I need your help here.

Last night I pulled a Homer (no, no that kind of Homers) and damaged my Marzocchi Air Valve Adapter.

Anyone has one laying around that could sell to me?? I mean one you DON'T use anymore as I'll need it permanently to play with my shock settings.

Rito, don't even try to look the one that came with your fork ... Guess one is the one that I damaged... :blush:


----------



## ritopc (Jul 3, 2004)

Actually the one that came with my fork, a black one, Tacu has it. The one you fcted was given to me by 545 (the silver one if I remeber).

but.... how the hell did you manage to damage it???!!!!. Well , i asked myself the same regarding your friend´s stem..wtf¿?. Warp, not all tools are useful as hammers:thumbsup: :thumbsup: you should know better.

Tacu, please take good care of my adaptor


----------



## Warp (May 24, 2004)

ritopc said:


> Actually the one that came with my fork, a black one, Tacu has it. The one you fcted was given to me by 545 (the silver one if I remeber).
> 
> but.... how the hell did you manage to damage it???!!!!. Well , i asked myself the same regarding your friend´s stem..wtf¿?. Warp, not all tools are useful as hammers:thumbsup: :thumbsup: you should know better.
> 
> Tacu, please take good care of my adaptor


Do you remember when your Mom told you "el flojo y el mezquino siempre van por el mismo camino??

Well, instead of removing the shock to check IFP pressure, I just released it from the lower mount, supported it slightly against the rockers and inflated.

Of course, the shock slid back down with the adapter connected to it... It got bent at the tip. Nightmare to take it out but luckily, it did not snap off.

Further nightmare trying to inflate the thing... After an hour of cursing, damaging the first thread on the adapter trying to fix it and tossing the pump (my wife first was curious, then scared and later on she was ROTFLHAO) I finally got to put back 150psi there. Not quite where I wanted to, but enough for the shock to work.

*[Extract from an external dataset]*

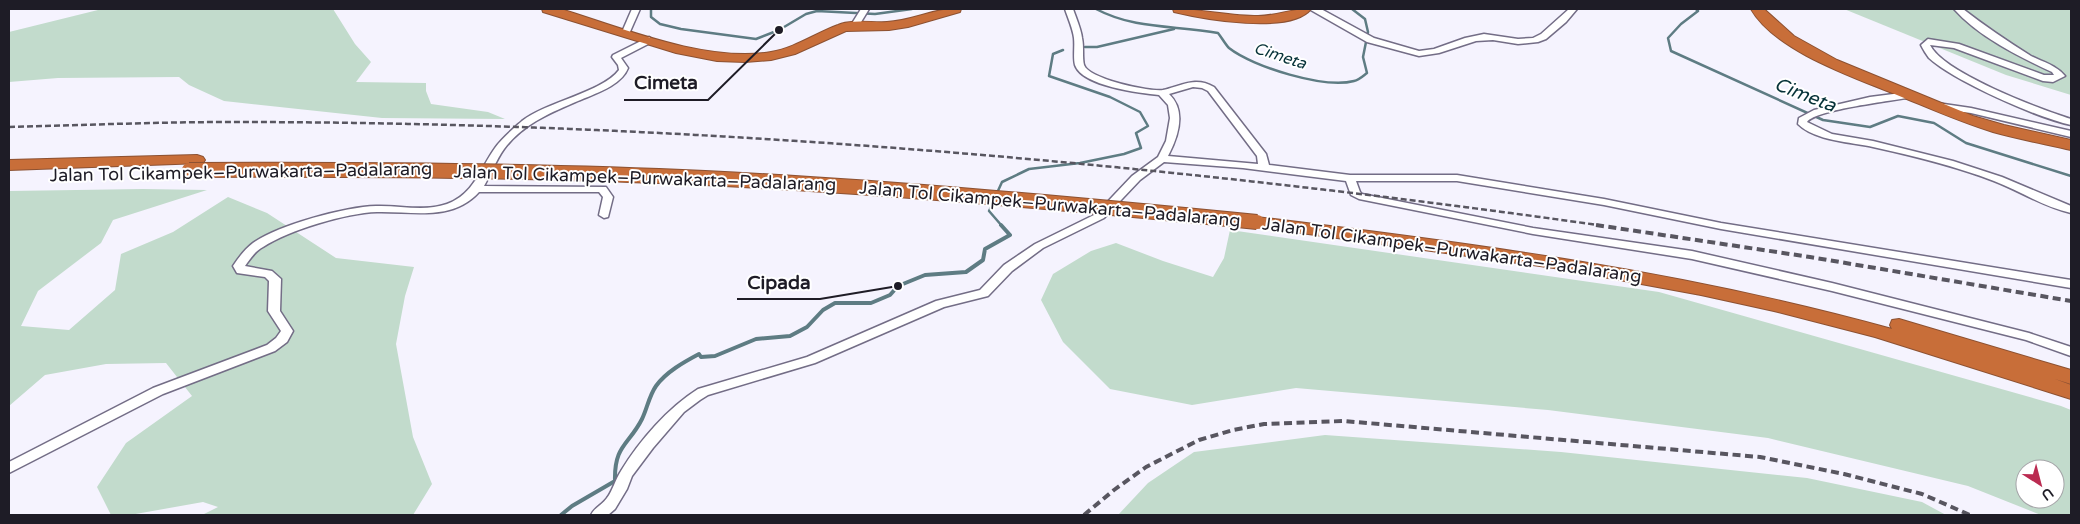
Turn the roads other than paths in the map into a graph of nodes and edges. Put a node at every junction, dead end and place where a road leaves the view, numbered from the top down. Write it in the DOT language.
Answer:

I had to finally take it out, inflate, etc. Life learned lesson.

The stem?? The idiot fell off and I guess he hit a berm... the cheapo generic Giant handlebar proved to be stronger than the Vital stem...


----------



## the last biker (Oct 12, 2005)

I have some air adapters , if you need the Marzocchi 5321038/C genuine spare part air adapter . cod 900678 , Made in Italy , I have this one .

the last biker


----------



## Warp (May 24, 2004)

the last biker said:


> I have some air adapters , if you need the Marzocchi 5321038/C genuine spare part air adapter . cod 900678 , Made in Italy , I have this one .
> 
> the last biker


That's the one I need... Let me see if I can source one locally first.

Thanks a lot!


----------



## tacubaya (Jan 27, 2006)

I have one or two laying around... don't worry Rito your pump and adapter are safe.


----------



## Warp (May 24, 2004)

tacubaya said:


> I have one or two laying around... don't worry Rito your pump and adapter are safe.


Put a price tag on it and let's see how we do for me to get it.

Thanks!!
:thumbsup:


----------



## tacubaya (Jan 27, 2006)

They are worth their price in platinum you know?


----------